Suku Mapur adalah Suku Melayu tua di Pulau Bangka. Wilayah adatnya di kawasan hutan ujung utara Pulau Bangka, yang menghadap Laut China Selatan [Laut Natuna]. Setelah reformasi, sebagian besar ruang hidup Suku Mapur dikuasai perusahaan perkebunan sawit, penambangan timah, HTI [Hutan Tanaman Industri], dan tambak udang.

“Semoga siapa pun Presiden Indonesia yang baru terpilih, benar-benar menjaga hutan dengan baik. Menghentikan penebangan pohon, penambangan ilegal [emas], serta kegiatan yang merusak alam lainnya,” kata Parsin, tokoh masyarakat Ulu Rawas, Kabupaten Musi Rawas Utara, Sumatera Selatan.

Baca: Banjir Bandang Ulu Rawas, Merendam Ribuan Rumah

 


 

Beberapa pekan lalu, Ulu Rawas dan beberapa daerah lainnya di Kabupaten Musi Rawas Utara, mengalami banjir bandang. Selain disebabkan intensitas hujan tinggi, juga sebagian besar bentang alamnya mengalami kerusakan. Baik oleh perkebunan skala besar maupun penambangan emas ilegal. Termasuk penambangan batu, pasir, dan emas di Sungai Rawas.

Teruntuk Presiden Indonesia dan para legislator yang terpilih dalam Pemilu 2024, Jessix mengharapkan untuk segera mensahkan UU Masyarakat Adat.

“Tujuan dari UU tersebut, bukan hanya bermanfaat bagi bangsa Indonesia, juga masyarakat dunia.

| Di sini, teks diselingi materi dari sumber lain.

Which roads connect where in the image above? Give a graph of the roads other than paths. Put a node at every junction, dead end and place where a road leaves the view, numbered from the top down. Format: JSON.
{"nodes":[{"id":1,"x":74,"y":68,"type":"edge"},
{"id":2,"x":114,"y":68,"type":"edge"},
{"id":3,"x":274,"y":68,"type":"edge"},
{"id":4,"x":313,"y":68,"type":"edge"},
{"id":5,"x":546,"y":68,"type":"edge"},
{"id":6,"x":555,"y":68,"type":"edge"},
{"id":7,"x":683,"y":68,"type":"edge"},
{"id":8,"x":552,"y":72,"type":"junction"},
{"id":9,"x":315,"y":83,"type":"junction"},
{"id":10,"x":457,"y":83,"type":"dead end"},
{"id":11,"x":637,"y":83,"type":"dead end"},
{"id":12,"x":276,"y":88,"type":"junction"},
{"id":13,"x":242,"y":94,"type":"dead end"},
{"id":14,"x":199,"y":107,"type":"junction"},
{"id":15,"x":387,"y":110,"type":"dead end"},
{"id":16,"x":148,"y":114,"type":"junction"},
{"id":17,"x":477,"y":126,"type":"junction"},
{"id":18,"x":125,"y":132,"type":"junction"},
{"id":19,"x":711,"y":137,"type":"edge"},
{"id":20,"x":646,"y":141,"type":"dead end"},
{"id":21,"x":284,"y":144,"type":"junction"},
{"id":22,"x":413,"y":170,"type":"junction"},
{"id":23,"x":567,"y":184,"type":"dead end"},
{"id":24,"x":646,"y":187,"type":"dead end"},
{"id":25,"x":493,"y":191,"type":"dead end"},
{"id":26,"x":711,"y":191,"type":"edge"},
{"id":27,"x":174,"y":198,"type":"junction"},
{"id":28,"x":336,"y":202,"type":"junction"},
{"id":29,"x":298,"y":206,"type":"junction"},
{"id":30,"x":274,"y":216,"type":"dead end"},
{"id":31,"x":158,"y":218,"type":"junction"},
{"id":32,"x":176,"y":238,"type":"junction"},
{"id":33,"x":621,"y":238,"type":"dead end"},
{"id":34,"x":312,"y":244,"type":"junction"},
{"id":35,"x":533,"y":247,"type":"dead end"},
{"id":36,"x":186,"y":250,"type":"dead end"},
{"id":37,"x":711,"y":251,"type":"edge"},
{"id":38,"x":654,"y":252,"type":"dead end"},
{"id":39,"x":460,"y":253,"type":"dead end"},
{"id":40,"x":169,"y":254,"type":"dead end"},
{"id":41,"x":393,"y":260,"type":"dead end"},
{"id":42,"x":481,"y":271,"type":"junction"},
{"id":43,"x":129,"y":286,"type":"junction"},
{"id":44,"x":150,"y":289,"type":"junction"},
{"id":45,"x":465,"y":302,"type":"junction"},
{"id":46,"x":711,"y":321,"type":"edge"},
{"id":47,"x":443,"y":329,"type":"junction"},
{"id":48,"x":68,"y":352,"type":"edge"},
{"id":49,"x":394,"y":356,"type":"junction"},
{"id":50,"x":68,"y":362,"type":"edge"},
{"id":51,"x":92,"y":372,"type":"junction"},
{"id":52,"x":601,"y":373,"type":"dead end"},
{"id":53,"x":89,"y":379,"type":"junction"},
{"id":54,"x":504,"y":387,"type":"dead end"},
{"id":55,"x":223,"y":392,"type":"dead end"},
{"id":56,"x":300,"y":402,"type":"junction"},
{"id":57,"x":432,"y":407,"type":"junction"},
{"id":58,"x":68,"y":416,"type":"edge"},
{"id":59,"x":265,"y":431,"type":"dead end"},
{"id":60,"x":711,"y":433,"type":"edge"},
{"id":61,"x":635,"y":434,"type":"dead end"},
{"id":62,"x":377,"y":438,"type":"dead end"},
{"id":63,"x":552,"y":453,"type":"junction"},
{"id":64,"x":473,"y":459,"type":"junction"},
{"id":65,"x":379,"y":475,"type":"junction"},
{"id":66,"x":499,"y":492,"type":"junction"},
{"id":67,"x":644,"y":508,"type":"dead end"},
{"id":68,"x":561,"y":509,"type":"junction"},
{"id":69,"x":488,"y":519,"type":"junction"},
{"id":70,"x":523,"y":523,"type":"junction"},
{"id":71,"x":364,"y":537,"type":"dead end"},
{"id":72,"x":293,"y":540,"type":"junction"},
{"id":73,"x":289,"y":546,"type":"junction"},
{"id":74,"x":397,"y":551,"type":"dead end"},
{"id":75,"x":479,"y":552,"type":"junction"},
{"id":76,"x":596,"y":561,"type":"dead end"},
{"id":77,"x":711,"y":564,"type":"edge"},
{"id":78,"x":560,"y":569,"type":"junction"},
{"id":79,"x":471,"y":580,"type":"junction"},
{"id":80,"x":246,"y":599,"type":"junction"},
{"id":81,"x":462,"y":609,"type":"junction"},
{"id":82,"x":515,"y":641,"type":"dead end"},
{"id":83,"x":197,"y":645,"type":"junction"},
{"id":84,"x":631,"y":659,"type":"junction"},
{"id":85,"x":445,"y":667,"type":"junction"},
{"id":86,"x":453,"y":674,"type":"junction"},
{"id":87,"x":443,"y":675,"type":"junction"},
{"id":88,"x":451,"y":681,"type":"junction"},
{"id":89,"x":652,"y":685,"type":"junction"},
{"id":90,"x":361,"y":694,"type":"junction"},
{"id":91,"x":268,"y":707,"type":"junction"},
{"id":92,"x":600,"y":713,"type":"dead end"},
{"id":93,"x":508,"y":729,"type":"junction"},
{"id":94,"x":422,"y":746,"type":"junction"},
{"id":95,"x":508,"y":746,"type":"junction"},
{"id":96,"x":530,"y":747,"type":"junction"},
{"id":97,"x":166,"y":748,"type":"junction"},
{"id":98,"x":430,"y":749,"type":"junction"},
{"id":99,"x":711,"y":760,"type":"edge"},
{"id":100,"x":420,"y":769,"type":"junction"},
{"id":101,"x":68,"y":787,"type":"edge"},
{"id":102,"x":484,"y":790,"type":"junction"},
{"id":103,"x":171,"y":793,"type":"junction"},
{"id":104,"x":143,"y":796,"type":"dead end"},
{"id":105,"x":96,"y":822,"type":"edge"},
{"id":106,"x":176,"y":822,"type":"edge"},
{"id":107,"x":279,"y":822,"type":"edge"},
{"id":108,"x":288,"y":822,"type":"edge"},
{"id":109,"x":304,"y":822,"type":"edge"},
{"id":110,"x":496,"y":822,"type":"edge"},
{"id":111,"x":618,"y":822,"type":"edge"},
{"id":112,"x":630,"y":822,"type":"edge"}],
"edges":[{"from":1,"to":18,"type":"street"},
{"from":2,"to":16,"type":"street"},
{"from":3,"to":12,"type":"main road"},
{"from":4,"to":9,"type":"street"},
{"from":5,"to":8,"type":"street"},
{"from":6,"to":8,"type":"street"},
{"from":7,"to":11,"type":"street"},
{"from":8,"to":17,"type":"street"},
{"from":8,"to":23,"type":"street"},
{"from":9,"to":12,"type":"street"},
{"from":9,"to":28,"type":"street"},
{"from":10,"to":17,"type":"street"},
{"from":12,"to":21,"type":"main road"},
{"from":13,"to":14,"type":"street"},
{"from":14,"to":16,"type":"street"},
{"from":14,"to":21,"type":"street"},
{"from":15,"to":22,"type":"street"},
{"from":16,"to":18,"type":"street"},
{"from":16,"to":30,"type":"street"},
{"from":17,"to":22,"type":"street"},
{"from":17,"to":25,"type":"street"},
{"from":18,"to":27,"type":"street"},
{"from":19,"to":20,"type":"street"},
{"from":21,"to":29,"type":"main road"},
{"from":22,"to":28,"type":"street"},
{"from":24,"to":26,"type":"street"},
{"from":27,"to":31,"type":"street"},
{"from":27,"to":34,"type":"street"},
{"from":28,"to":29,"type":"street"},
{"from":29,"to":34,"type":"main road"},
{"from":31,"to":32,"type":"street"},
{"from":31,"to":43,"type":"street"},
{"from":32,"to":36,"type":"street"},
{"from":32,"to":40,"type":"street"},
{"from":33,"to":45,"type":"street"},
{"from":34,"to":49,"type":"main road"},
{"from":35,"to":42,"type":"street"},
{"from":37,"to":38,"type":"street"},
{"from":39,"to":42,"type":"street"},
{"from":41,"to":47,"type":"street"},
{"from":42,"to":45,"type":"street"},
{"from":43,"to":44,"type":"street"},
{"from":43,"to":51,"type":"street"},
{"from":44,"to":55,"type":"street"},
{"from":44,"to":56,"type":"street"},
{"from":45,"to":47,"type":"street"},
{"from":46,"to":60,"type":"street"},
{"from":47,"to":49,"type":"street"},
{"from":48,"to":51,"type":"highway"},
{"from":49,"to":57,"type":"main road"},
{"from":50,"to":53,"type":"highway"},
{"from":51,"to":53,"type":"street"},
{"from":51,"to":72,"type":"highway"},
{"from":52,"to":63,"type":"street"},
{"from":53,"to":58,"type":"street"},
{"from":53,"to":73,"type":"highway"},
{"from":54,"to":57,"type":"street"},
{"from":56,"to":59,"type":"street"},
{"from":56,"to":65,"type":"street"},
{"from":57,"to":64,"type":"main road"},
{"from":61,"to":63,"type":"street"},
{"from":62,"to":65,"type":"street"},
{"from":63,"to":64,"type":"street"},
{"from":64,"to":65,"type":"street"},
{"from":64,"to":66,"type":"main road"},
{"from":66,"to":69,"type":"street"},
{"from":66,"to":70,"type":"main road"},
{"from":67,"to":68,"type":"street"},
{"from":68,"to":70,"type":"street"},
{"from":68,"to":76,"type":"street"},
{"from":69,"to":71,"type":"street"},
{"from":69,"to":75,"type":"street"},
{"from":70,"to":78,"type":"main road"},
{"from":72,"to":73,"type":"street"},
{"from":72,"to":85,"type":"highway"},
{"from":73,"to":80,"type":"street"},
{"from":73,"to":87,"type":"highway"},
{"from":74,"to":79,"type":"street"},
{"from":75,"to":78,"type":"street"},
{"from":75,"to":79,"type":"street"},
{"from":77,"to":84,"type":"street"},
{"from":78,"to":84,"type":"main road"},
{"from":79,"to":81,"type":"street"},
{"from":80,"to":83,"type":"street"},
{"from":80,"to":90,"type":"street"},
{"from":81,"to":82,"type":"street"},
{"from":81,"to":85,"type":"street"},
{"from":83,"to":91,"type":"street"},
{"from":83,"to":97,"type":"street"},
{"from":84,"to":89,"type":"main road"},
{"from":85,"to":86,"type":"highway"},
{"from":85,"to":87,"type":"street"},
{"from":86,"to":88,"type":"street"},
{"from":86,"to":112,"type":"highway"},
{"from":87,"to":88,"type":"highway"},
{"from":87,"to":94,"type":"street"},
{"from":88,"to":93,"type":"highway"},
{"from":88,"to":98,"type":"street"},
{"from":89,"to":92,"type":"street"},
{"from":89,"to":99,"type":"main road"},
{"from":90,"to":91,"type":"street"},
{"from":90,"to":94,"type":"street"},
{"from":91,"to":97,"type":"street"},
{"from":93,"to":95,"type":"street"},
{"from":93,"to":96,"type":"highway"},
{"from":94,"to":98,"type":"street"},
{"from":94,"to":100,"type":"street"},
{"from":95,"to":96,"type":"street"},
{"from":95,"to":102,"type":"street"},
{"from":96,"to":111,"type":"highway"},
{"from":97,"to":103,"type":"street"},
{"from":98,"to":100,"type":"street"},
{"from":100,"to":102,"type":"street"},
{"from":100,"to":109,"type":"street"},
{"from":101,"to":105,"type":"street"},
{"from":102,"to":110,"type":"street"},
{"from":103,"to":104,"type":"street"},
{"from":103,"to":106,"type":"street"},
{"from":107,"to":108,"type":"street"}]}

Sebab, peranan masyarakat adat yang melindungi alam, turut berperan menekan perubahan iklim global, yang menjadi ancaman umat manusia hari ini.”

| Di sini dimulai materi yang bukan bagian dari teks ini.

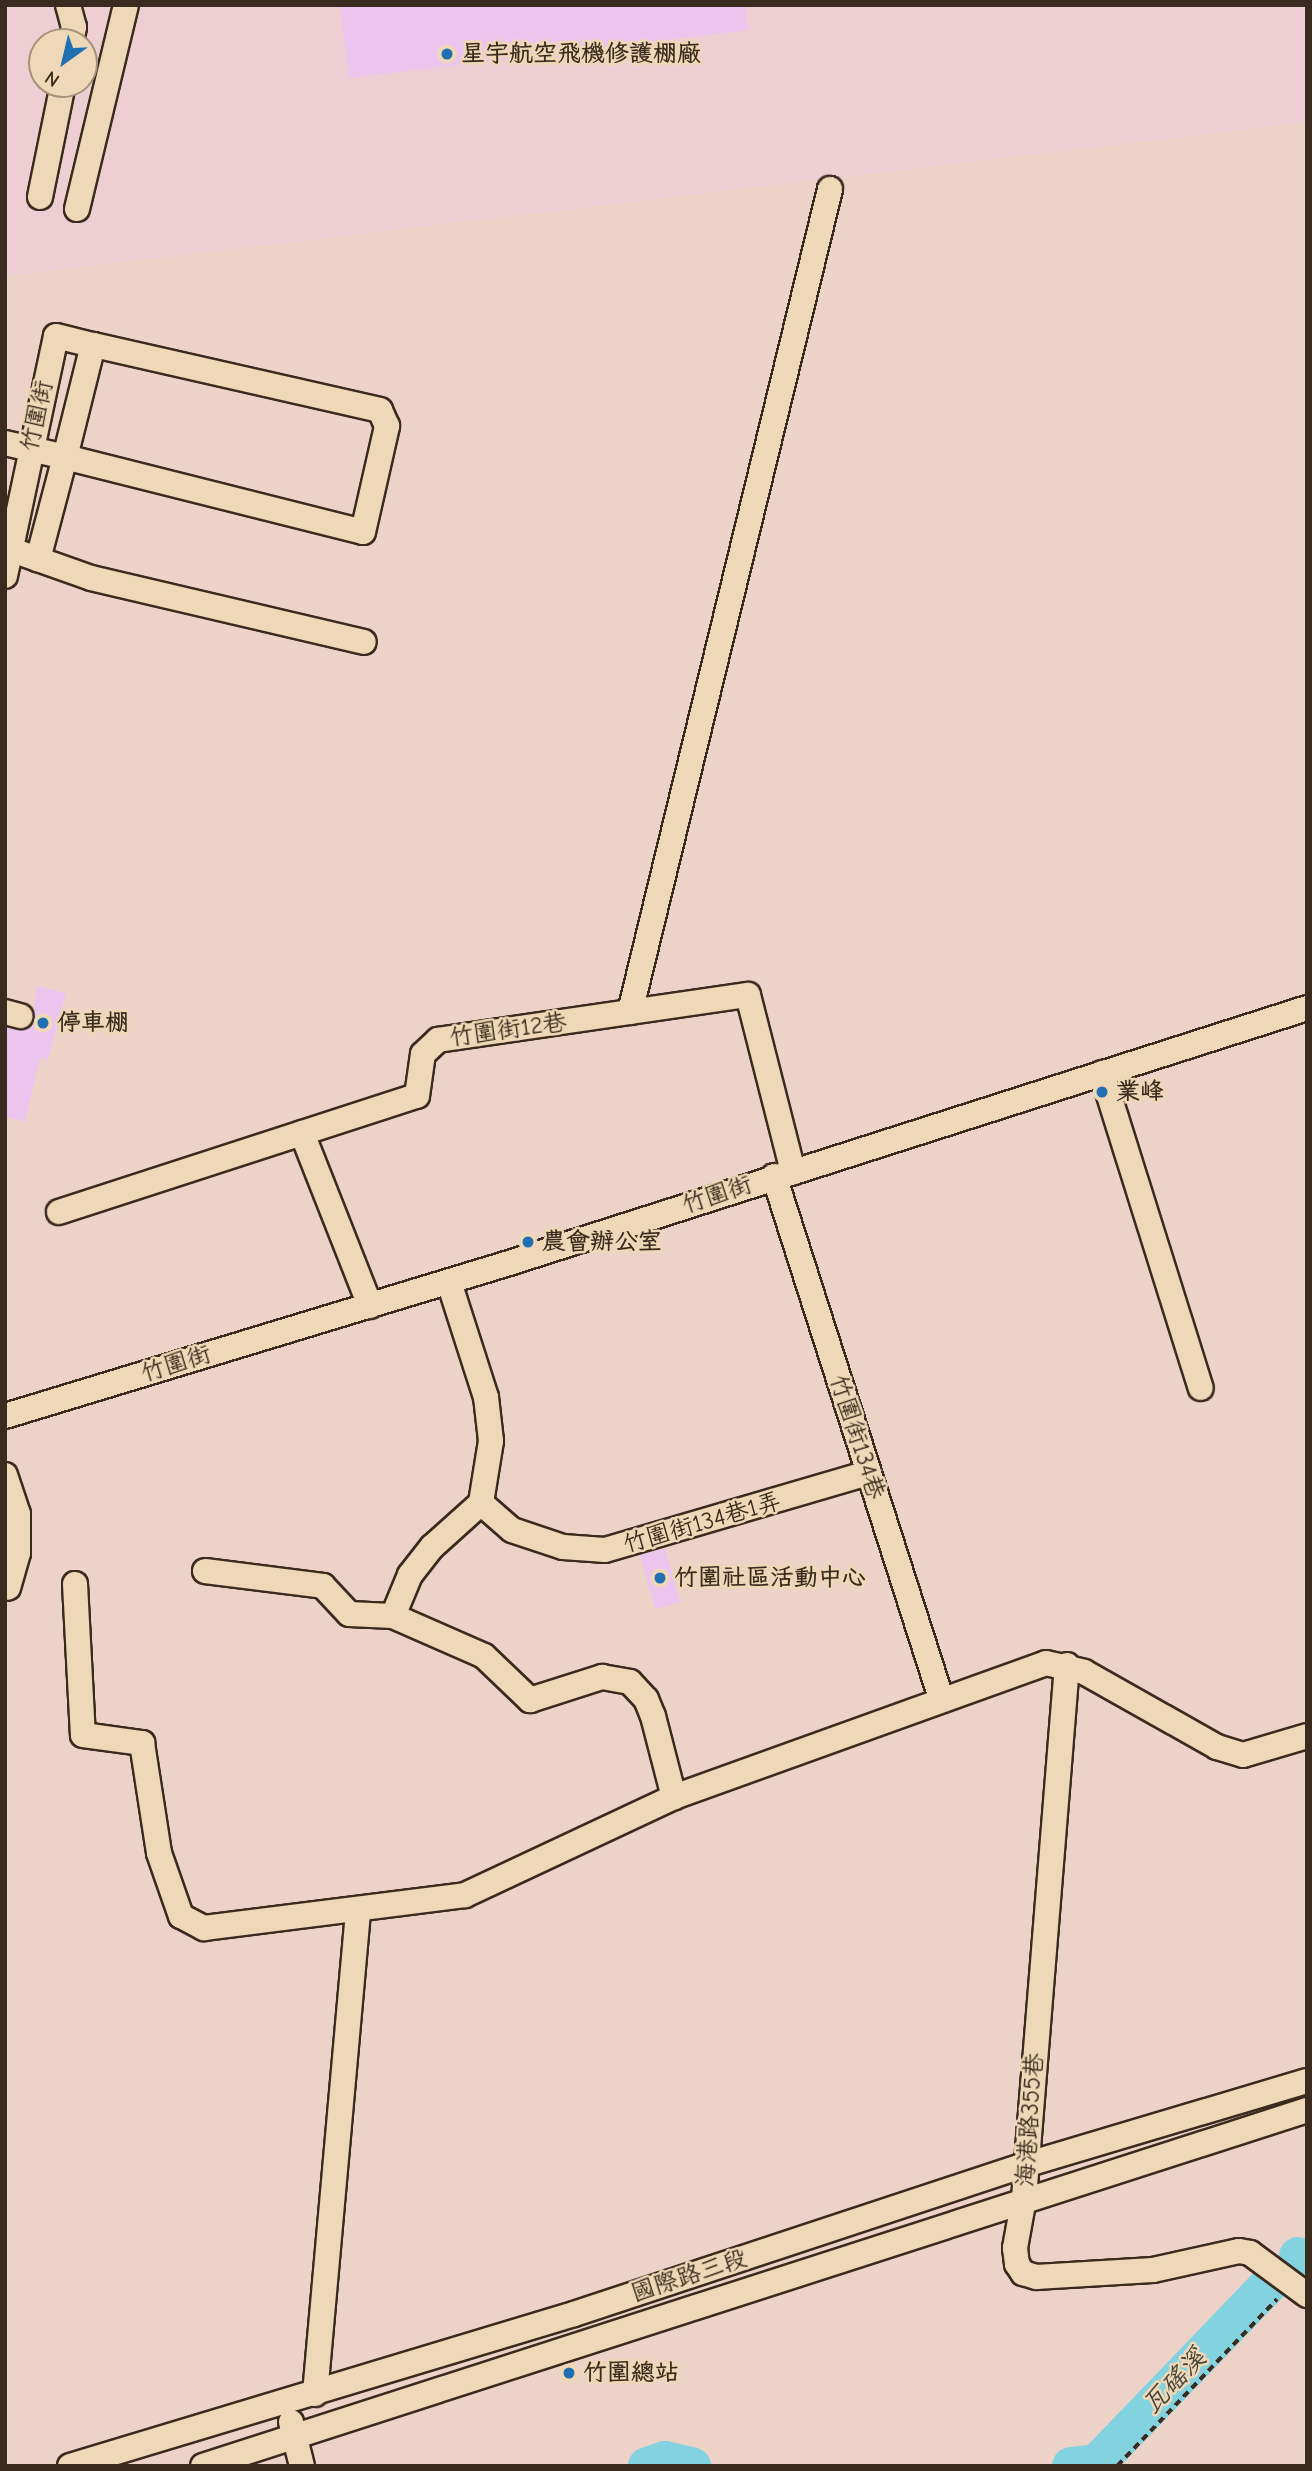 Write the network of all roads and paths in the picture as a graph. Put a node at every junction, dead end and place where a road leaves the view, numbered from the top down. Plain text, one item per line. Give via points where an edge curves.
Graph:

Diharapkan, satu tahun pemerintahan Presiden Indonesia yang baru, UU Masyarakat Adat disahkan, dan Satgas Masyarakat Adat terbentuk.

“Kemudian, meningkatkan luasan hutan adat dalam skema Perhutanan Sosial,” jelas Jessix, yang mengindentifikasi dirinya sebagai masyarakat adat Suku Melayu di Kepulauan Bangka Belitung.